Quote:
Originally Posted by NotReady
I've skimmed through this. Just for the record I'm not sure Craig is correct in his use of Bayes' - what he calls the probability calculus. I would appreciate any input on this and whether it makes any difference in how you think about his argument. He's stated elsewhere that he doesn't like using probability arguments but does so mostly to counter similar arguments from the opposition.
I'm glad you spotted this. I thought it was the worst part of the debate for Craig, mostly because most people will not be able to see the liberties he is taking so I thought it was kind of dishonest.
For one thing his notation is kind of weird. The letter B should be removed from the formula altogether, it's already implied that the probability of resurrection or its compliment are based on background information. What he fails to mention is that, as a historian, one must place the probability of resurrection as extremely low. Because we have no cases of a person coming back to life and then never dying (even if I grant you the Jesus resurrection it doesn't matter much), the "P(R/B)" term in his formula would have to be at best something like 1 in 10,000,000,000.
Where Craig goes wrong is that he claims the other terms are enough to overcome the very small probability of a human resurrection. But what he fails to realize is that even if we say there is a 100% chance of the evidence turning out the way it did given resurrection,
and only a 1 in a million chance the evidence would turn out the way it did given no resurrection, then no resurrection is STILL a huge favorite.
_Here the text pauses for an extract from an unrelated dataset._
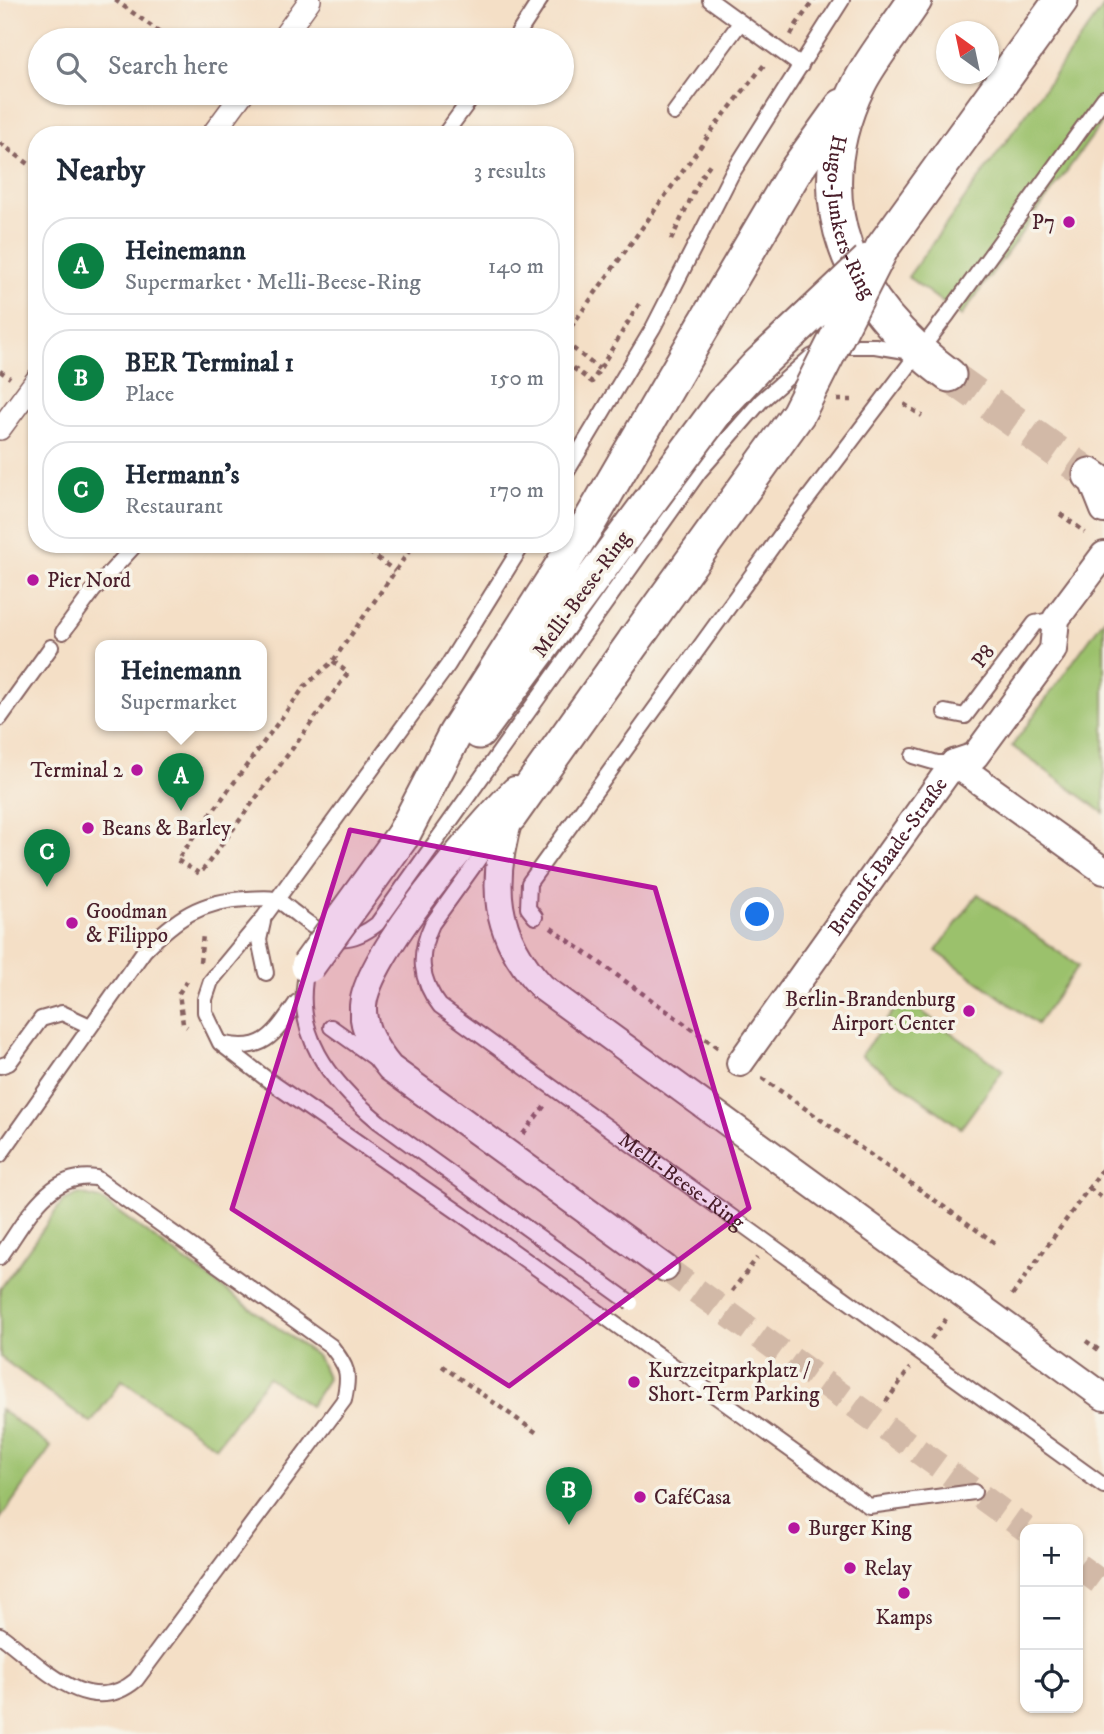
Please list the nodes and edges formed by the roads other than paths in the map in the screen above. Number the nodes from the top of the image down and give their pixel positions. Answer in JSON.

Reference his formula here for which numbers represent what:
P(R|E) = [(1/10,000,000,000)*(1)] / [(1/10,000,000,000)*1 + (~1)(1/1,000,000)] = ~0.00001
This is why Sklansky is always talking about Bayes' theorem. Because if someone looks at the evidence and concludes that it's a 1 in a million shot that the evidence could be the way it is if there was no resurrection, they will generally conclude the resurrection is a huge favorite. But they will be wrong.